Stored data
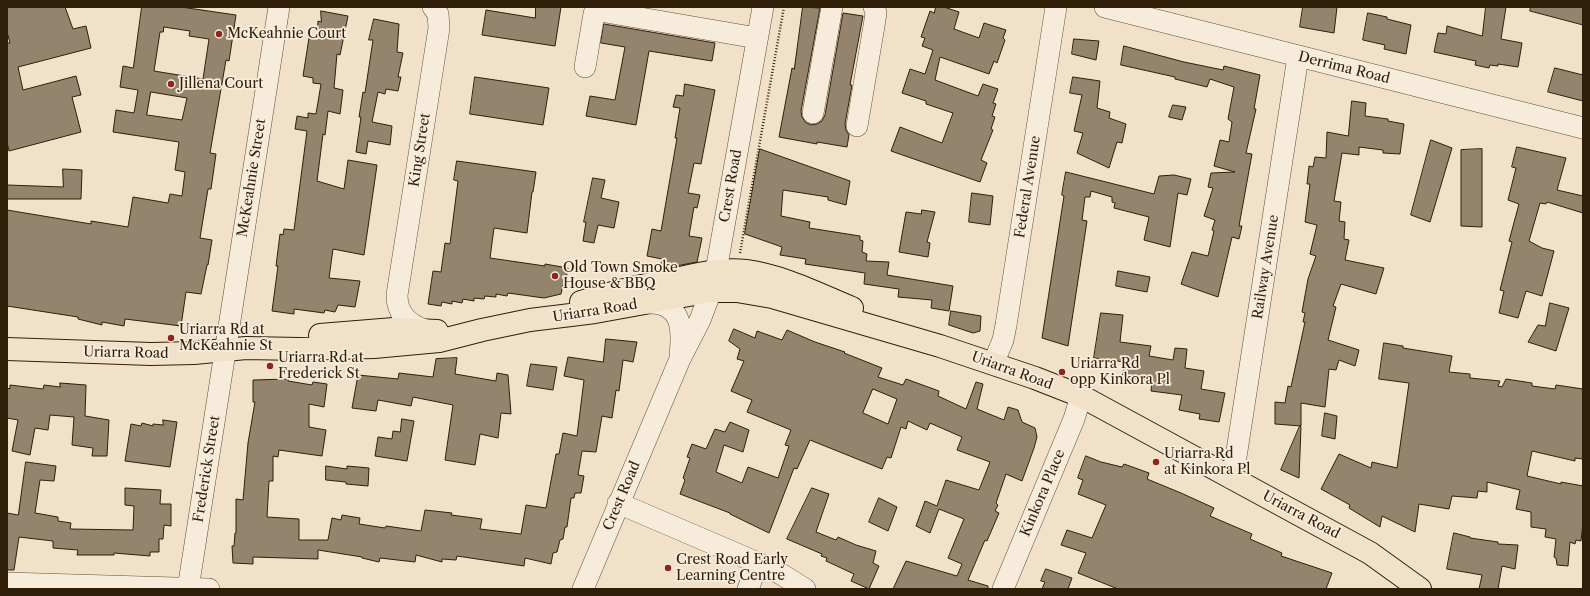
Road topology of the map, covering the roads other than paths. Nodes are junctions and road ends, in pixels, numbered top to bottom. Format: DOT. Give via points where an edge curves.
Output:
graph roads {
  1 [pos="279,7"];
  2 [pos="433,7"];
  3 [pos="763,7"];
  4 [pos="832,7"];
  5 [pos="874,7"];
  6 [pos="1056,7"];
  7 [pos="1105,7"];
  8 [pos="757,38"];
  9 [pos="1298,57"];
  10 [pos="585,67"];
  11 [pos="813,113"];
  12 [pos="857,126"];
  13 [pos="1583,128"];
  14 [pos="713,281"];
  15 [pos="397,295"];
  16 [pos="647,302"];
  17 [pos="530,320"];
  18 [pos="424,330"];
  19 [pos="482,330"];
  20 [pos="372,331"];
  21 [pos="7,349"];
  22 [pos="236,349"];
  23 [pos="680,360"];
  24 [pos="993,364"];
  25 [pos="1081,396"];
  26 [pos="1231,478"];
  27 [pos="618,503"];
  28 [pos="758,563"];
  29 [pos="1398,572"];
  30 [pos="7,583"];
  31 [pos="188,589"];
  32 [pos="209,589"];
  33 [pos="583,589"];
  34 [pos="748,589"];
  35 [pos="805,589"];
  36 [pos="1003,589"];
  37 [pos="1413,589"];
  38 [pos="1420,589"];
  1 -- 22 [label="street, McKeahnie Street"];
  2 -- 15 [label="street, King Street" via="440,21"];
  3 -- 8 [label="street, Crest Road"];
  4 -- 11 [label="street"];
  5 -- 12 [label="street" via="876,13"];
  6 -- 24 [label="street, Federal Avenue" via="1006,325"];
  7 -- 9 [label="street, Derrima Road"];
  8 -- 10 [label="street" via="600,11 594,14"];
  8 -- 14 [label="street, Crest Road"];
  9 -- 13 [label="street, Derrima Road"];
  9 -- 26 [label="street, Railway Avenue"];
  14 -- 16 [label="main road, Uriarra Road"];
  14 -- 17 [label="main road, Uriarra Road" via="604,295"];
  14 -- 23 [label="street, Crest Road" via="700,320"];
  14 -- 24 [label="main road, Uriarra Road" via="737,291 760,294"];
  15 -- 18 [label="street, King Street" via="405,319"];
  15 -- 20 [label="street, King Street" via="385,324"];
  16 -- 17 [label="main road, Uriarra Road" via="596,312"];
  16 -- 23 [label="street, Crest Road" via="662,304 678,317 682,330"];
  17 -- 19 [label="main road, Uriarra Road"];
  18 -- 19 [label="main road, Uriarra Road"];
  18 -- 20 [label="main road, Uriarra Road"];
  19 -- 22 [label="main road, Uriarra Road" via="427,343 341,348"];
  20 -- 22 [label="main road, Uriarra Road" via="290,338"];
  21 -- 22 [label="main road, Uriarra Road" via="136,354"];
  22 -- 31 [label="street, Frederick Street"];
  23 -- 27 [label="street, Crest Road"];
  24 -- 25 [label="main road, Uriarra Road"];
  25 -- 26 [label="main road, Uriarra Road"];
  25 -- 36 [label="street, Kinkora Place" via="1074,419"];
  26 -- 29 [label="main road, Uriarra Road" via="1370,553"];
  27 -- 28 [label="street"];
  27 -- 33 [label="street, Crest Road"];
  28 -- 34 [label="street"];
  28 -- 35 [label="street"];
  29 -- 37 [label="main road, Uriarra Road"];
  29 -- 38 [label="main road, Uriarra Road"];
  30 -- 31 [label="street"];
  31 -- 32 [label="street"];
}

• **Exercise goal**:
Look through the entries. Copy out each line with "Derrima" in it.

• **Task response**:
  7 -- 9 [label="street, Derrima Road"];
  9 -- 13 [label="street, Derrima Road"];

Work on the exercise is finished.